● **Brief**:
Look for "Kikubankima" in each line of the entries, and return the matching lines.

● **Record extracts**:
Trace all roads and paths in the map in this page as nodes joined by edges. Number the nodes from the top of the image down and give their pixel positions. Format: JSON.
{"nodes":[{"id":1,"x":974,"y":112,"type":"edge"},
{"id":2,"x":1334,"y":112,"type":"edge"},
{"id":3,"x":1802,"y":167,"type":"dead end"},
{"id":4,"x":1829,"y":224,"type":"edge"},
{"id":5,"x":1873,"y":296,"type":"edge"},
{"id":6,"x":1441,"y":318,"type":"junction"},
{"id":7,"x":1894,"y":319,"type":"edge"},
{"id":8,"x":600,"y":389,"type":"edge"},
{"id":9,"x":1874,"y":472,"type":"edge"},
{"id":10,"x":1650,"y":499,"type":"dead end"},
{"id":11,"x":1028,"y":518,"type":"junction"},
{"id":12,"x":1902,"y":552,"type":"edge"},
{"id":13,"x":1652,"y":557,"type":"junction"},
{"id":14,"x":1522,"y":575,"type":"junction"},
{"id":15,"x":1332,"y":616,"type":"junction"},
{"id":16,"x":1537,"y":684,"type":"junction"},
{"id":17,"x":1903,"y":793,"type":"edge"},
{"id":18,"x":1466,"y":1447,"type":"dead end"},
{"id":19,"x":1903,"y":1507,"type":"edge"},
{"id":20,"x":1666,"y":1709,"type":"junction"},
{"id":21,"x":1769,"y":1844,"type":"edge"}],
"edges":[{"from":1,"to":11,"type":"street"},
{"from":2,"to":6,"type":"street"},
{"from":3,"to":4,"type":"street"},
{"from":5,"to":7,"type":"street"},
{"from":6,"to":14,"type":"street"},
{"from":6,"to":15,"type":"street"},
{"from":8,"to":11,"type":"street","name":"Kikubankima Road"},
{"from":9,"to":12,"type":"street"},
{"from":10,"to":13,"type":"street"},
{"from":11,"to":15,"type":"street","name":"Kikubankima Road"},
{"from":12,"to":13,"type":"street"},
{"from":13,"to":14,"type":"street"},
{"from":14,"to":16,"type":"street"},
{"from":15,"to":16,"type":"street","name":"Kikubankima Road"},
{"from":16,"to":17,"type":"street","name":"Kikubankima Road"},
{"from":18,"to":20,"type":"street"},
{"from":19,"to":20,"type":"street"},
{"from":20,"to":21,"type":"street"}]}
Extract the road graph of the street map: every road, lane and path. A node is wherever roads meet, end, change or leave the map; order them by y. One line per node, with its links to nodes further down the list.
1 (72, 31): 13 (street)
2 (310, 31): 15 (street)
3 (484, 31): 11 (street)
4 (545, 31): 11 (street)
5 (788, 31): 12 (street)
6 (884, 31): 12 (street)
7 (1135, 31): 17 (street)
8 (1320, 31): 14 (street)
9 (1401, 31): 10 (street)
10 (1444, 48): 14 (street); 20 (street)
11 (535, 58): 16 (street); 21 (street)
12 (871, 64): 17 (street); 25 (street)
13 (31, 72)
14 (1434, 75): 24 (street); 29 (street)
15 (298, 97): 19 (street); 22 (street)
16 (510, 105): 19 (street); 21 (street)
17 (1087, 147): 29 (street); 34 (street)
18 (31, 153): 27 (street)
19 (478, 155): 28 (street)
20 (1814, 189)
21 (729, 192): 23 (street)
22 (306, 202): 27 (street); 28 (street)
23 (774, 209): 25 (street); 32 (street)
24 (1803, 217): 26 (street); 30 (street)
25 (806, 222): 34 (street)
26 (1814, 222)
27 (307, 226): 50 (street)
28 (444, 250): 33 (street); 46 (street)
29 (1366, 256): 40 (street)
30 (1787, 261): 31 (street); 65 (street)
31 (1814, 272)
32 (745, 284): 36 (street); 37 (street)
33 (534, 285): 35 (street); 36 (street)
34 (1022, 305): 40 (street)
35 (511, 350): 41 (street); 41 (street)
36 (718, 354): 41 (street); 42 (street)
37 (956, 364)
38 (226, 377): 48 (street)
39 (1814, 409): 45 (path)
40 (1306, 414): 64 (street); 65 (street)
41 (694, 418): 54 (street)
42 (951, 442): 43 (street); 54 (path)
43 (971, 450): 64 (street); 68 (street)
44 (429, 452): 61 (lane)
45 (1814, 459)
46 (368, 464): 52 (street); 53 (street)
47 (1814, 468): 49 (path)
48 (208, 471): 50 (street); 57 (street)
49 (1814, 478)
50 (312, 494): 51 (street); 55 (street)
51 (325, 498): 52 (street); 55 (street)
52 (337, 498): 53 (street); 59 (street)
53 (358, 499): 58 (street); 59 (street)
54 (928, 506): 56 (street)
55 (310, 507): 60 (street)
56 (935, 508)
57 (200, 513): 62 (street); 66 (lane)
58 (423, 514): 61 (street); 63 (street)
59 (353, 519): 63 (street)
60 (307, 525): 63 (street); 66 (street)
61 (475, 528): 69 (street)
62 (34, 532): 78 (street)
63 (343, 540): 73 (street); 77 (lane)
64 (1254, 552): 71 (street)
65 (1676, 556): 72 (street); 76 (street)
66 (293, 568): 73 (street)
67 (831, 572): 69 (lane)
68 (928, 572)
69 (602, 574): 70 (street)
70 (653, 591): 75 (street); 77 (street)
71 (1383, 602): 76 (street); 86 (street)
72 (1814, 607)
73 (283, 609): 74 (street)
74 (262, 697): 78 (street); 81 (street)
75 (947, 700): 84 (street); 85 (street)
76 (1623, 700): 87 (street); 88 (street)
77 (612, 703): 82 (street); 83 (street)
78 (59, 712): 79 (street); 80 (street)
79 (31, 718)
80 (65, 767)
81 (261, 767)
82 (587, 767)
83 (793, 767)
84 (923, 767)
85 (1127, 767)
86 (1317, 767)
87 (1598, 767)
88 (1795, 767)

● **Solved exercise**:
{"from":8,"to":11,"type":"street","name":"Kikubankima Road"},
{"from":11,"to":15,"type":"street","name":"Kikubankima Road"},
{"from":15,"to":16,"type":"street","name":"Kikubankima Road"},
{"from":16,"to":17,"type":"street","name":"Kikubankima Road"},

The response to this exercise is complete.